Policy Brief
Germany's Energiewende: synergies, trade-offs and political drivers
Faus Onbargi, Alexia / Ines DombrowskyPolicy Brief (18/2023)
Bonn: German Institute of Development and Sustainability (IDOS)
DOI: https://doi.org/10.23661/ipb18.2023
Dt. Ausg. u.d.T.:
Die deutsche Energiewende: Synergien, Zielkonflikte und politische Triebkräfte
(Policy Brief 23/2023)
There has been a significant policy shift in Germany’s energy transition – the Energiewende – resulting from Russia’s invasion of Ukraine and the subsequent war. The Easter Package, rolled out in Spring 2022, set a series of ambitious renewable energy targets and laws to enable both climate action and energy security. These are to be implemented in tandem with existing laws such as the Coal Exit Law and the Federal Climate Change Act. Aligning policies and targets to reduce greenhouse gas (GHG) emissions and ensure energy reliability and affordability requires concerted policy coherence, a policy process to pursue multiple goals in a way that maximises synergies and minimises trade-offs. Reducing trade-offs (and their consequences) is especially crucial if the energy transition is to be just for all and become a vehicle towards a broader Just Transition, as well as to achieve the aims of the 2030 Agenda for Sustainable Development (including “leaving no one behind”) and the Paris Agreement. This policy brief first examines some of the most important policies – and (in)coherences – pertaining to the Energiewende, with a specific focus on the state of North Rhine-Westphalia (NRW), one of Germany’s main coal-mining regions.

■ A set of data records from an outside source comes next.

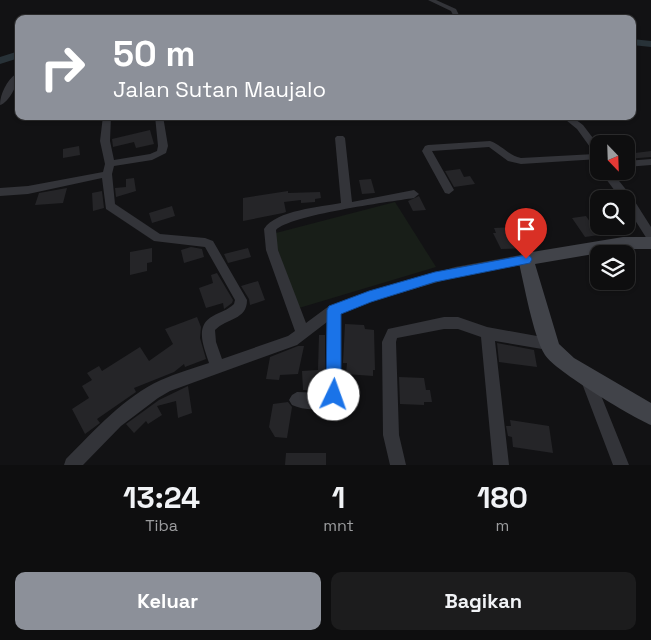 <!DOCTYPE html>
<html lang="id">
<head>
<meta charset="utf-8">
<style>
  body { margin:0; font-family:"Space Grotesk",sans-serif; background:#1c1c1d; color:#f1f3f6; height:100vh; display:flex; flex-direction:column; font-size:19px; white-space:nowrap }
  * { box-sizing:border-box; margin:0 }
  p { font-size:16px; color:#9b9c9e }
  .icon { flex:none; width:28px; height:28px; fill:none; stroke:currentColor; stroke-width:2; stroke-linecap:round; stroke-linejoin:round }
  .map { position:relative; height:465px; overflow:hidden }
  .sheet { display:flex; flex-direction:column; background:#0e0e0f; flex:1 }
  .sheet>* { flex:none }
  .top-card { position:absolute; left:15px; top:15px; width:621px; height:105px; border-radius:10px; box-shadow:0 1px 4px #0004,0 0 0 1px #2e2e2f; background:#8c9099; color:#fff; overflow:hidden }
  .needle { width:32px; rotate:157deg }
  .fabs { position:absolute; left:590px; top:135px; display:grid; gap:10px }
  .fabs a { display:grid; place-items:center; width:45px; height:45px; border-radius:10px; background:#0e0e0f; box-shadow:0 1px 4px #0004,0 0 0 1px #2e2e2f; font-size:25px }
  .pin { position:absolute; display:grid; place-items:center; width:42px; height:42px; color:#fff; margin:-51px -21px; border-radius:50% 50% 50% 0; rotate:-45deg; box-shadow:0 0 5px #0007 }
  .pin .icon { rotate:45deg }
  .me { position:absolute; width:55px; margin:-28px; rotate:3deg; stroke-linejoin:round; filter:drop-shadow(0 0 4px #0008) }
  .turn { display:flex; align-items:center; gap:18px; height:105px; padding:0 15px; font-size:22px }
  .turn .icon { width:65px; height:65px; stroke-width:2.5 }
  .turn b { display:block; font-size:35px; line-height:42px }
  .eta { display:flex; justify-content:space-evenly; align-items:center; height:85px; text-align:center }
  .eta b { font-size:30px; font-weight:800; line-height:35px }
  .button { display:flex; gap:10px; margin-top:auto; padding:10px 15px }
  .button a { flex:1; height:58px; border-radius:10px; background:#8c9099; color:#fff; font-size:20px; font-weight:800; line-height:58px; text-align:center }
  .button a+a { background:#1c1c1d; color:#f1f3f6 }
  .map>svg:first-child { display:block }
  .green { fill:#181e18 }
  .lines { fill:none; stroke-linecap:round; stroke-linejoin:round }
  .river { fill:#283238; fill-rule:evenodd }
  .building { fill:#252528 }
  .minor { fill:#333439; fill-rule:evenodd }
  .secondary { fill:#414349; fill-rule:evenodd }
  .route { fill:#1a73e8; stroke:#114b97 }
</style>
</head>
<body>
<div class="map">
<svg width="651" height="465" viewBox="0 0 651 465">
  <rect width="100%" height="100%" fill="#121214"/>
  <path class="green" d="M395,202l41,65 -137,41 -27,-74z"/>
  <g class="lines">
    <path class="river" d="M632,39l19,2v6l-19,-2z
      M19,51v7l-19,6v-7z"/>
  </g>
  <path class="building" d="M150,130l4,14 -18,4 -2,-6 -21,5 -1,-8z
    M79,146l1,9 -17,3v-9z
    M631,149l4,4 16,-2v6l-25,2v-9z
    M460,169l4,8 6,-1 5,8 -21,3 -9,-16z
    M134,178l2,13 -20,6 -1,-9 11,-1v-8z
    M371,179l4,14 -13,1 -3,-14z
    M67,188l-4,15 -28,2 4,-12z
    M102,191l2,17 -11,3 -1,-18z
    M288,191v2l32,-1 1,6 -6,1v3l-14,1v-3l-17,2 2,10 -3,1 -40,8v-23z
    M419,196l7,14 -13,1 -5,-10z
    M172,206l3,10 -23,7 -3,-10z
    M586,216l13,19 -14,2 -13,-19z
    M532,226l5,9h-5l6,10h-6l1,3 -32,1 -8,-16h3l-2,-5z
    M191,247l11,2 2,8 -20,6 -3,-13z
    M152,248v14l-5,1v8l-17,4v-23z
    M248,248l3,9 -23,6 -4,-9z
    M217,273l16,27 -1,3 -8,6 -1,-6 -17,5 -7,-20 14,-5 -2,-8z
    M258,281l7,19 -15,5 -1,-6 -8,-13z
    M197,317l4,10 -1,11 6,21 -21,8 -1,-3 -10,8 -40,16 2,4 -39,27 3,4 -15,11 -13,-25 17,-11 -7,-12 10,-6 -5,-7 12,-7 3,5 38,-24 9,14 24,-17 -8,-15z
    M345,324l19,1 1,4 9,1 1,40h-2v6l-27,-2 1,-11h-4z
    M319,335h6v56l-22,-1 -1,-19 16,-1z
    M497,343l37,7 3,17 -38,-5z
    M298,346h6l-6,28 -18,1 -1,5 -13,-1 4,-22z
    M399,377l25,1 2,12h4l2,12h-8v3l-24,-1z
    M188,386l4,27 -14,5 -2,-17 -19,5 5,9 -14,9 -2,-3 -12,12 -8,-9 33,-24z
    M288,402l4,5 -5,31 -12,-1 -6,-10 4,-23z
    M510,420l39,6 4,27 -40,-6 -1,-10 -4,-1 -2,-10h5z
    M286,453h40v12h-41z"/>
  <g class="lines">
    <path class="minor" d="M428,0h8l20,9 5,10h-6l-4,-8z
      M16,74h3c0,8 -10,29 -19,31 0,-11 7,-25 16,-31z
      M103,116h8l-1,25 4,19 36,-6 7,-3 1,-5 -3,-30h8l5,30 -2,7 -14,7 -38,6 -2,8 3,30 45,30 45,4 8,3 34,59c0,20 -20,18 -32,30l1,12 6,17 66,-23 7,-5 -29,-81 -2,-21c12,-19 57,-22 77,-26l-6,-65 2,-2h6l2,2 7,64 62,-12 5,4 -5,4c-26,4 -124,17 -138,32l2,20 28,73 23,-17 40,-14 86,-25 71,-13 4,2 2,3 -2,3 -4,2 -71,13 -85,25 -29,11v82c-7,17 -34,17 -49,10l-3,-5 3,-5 5,-3 27,1 3,-1v-70l-30,23 -127,46 -12,7 -37,28 -38,39h-19l2,-6c29,-29 58,-62 95,-79 16,-7 33,-12 48,-17 -5,-16 -15,-37 4,-47 7,-4 15,-6 21,-12l1,-4 -30,-53 -51,-6 -48,-32 -4,-31 -74,16 -28,2v-8l28,-2 75,-14 2,-8 -5,-23z
      M561,116h10l12,9 16,21v13l-78,5 -13,-3 -19,-14 -57,4 22,39 -5,4 -4,-1 -23,-42 3,-5 3,-1 62,-4c12,4 19,15 31,17l74,-4 -18,-25z
      M651,159v6l-25,2v-6z
      M600,171h11l21,26 19,30v13l-4,-1 -21,-33v-7h-5z
      M444,317h14l29,10 61,11 5,1 2,5 -2,5 -5,1 -53,-9 14,124h-16l-12,-128 -23,-8h-14l-47,9 -1,4 3,93 7,30h-16l-7,-30 -1,-93 6,-13z
      M587,371l5,2 37,92h-16l-33,-87 2,-5z"/>
    <path class="secondary" d="M623,237h28v12h-28l-88,15 24,80 15,14 77,45v22c-19,-8 -96,-54 -106,-70 -12,-19 -21,-72 -27,-96l2,-4 6,-2z"/>
  </g>
  <path class="route" d="M526,255l4,1 2,3 -2,4 -95,19 -64,20 -30,12v81l-2,5 -5,2 -6,-2 -2,-5 1,-85 2,-4 40,-15 66,-19z"/>
</svg>
<div class="fabs">
<a><svg class="needle" viewBox="-14 -14 28 28"><path d="M0-13l5 13h-10z" fill="#e53935"/><path d="M0 13l5-13h-10z" fill="#9b9c9e"/></svg></a>
<a><svg class="icon" aria-label="search" viewBox="0 0 24 24"><circle cx="10" cy="10" r="6"/><path d="M15 15l6 6"/></svg></a>
<a><svg class="icon" aria-label="layers" viewBox="0 0 24 24"><path d="M12 4l9 5-9 5-9-5zM3 14l9 5 9-5"/></svg></a>
</div>
<div class="pin" style="left:526px;top:259px;background:#d93025"><svg class="icon" aria-label="arrive" viewBox="0 0 24 24"><path d="M6 21V4h12l-3 4 3 4H6"/></svg></div>
<svg class="me" style="left:334px;top:395px" viewBox="-20 -20 40 40"><circle r="19" fill="#fff"/><path d="M0-13L10 11 0 6-10 11z" fill="#1a73e8"/></svg>
<div class="top-card">
<div class="turn"><svg class="icon" aria-label="right" viewBox="0 0 24 24"><path d="M7 20v-9h11M14 6l5 5-5 5"/></svg><div><b>50 m</b>Jalan Sutan Maujalo</div></div>
</div>
</div>
<section class="sheet">
<div class="eta">
<div><b>13:24</b><p>Tiba</p></div>
<div><b>1</b><p>mnt</p></div>
<div><b>180</b><p>m</p></div>
</div>
<div class="button"><a>Keluar</a><a>Bagikan</a></div>
</section>
</body>
</html>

The brief then goes on to explore the main political drivers – through the lens of ideas, interests and institutions – of policy (in)coherence in two parallel Energiewende policy processes that are particularly relevant to the electricity sector: the coal phase-out and the phase-in of onshore wind. Although solar power and green hydrogen are also key to a successful Energiewende, these are not the subject of this brief. Our insights derive from policy document analysis and 28 semi-structured interviews. To move towards a Just Transition, the following recommendations are made to promote coherence in Germany’s Energiewende and inform the ongoing revision of the NRW Sustainability Strategy (last updated in 2020). The recommendations may also be of interest to the newly appointed NRW Advisory Board on Sustainability:
• Mitigate ideological, institutional and interest-based barriers to ambitious climate action by ensuring a political commitment to policy coherence. In NRW in particular, this means meeting recent promises to deliver a coal phase-out by 2030 and lift the 1,000 metre (m) “rule” (i.e. 1 kilometre (km) between residential buildings and wind turbines), as well as mitigating arising conflicts between residents’ interests, particularly around the sharing of profits. Such commitments should be made explicit in the revised NRW Sustainability Strategy and legislated.
• Promote greater political equality in all Energiewende policy-making decision processes at all governance levels (i.e. federal, state and municipal) in consultative and participatory mechanisms towards greater energy democracy. Reducing political in-equality is key to increase the public’s acceptance of renewable energy projects (e.g. through cooperatives) – one of the aims of the latest NRW Sustainability Strategy.
• Integrate notions of social and climate justice into Energiewende policy to ensure the German energy transition is a just one for all individuals, and not just for German coal workers. Notions of procedural, distribution and recognition justice are featured here and should be highlighted in the updated NRW Sustainability Strategy.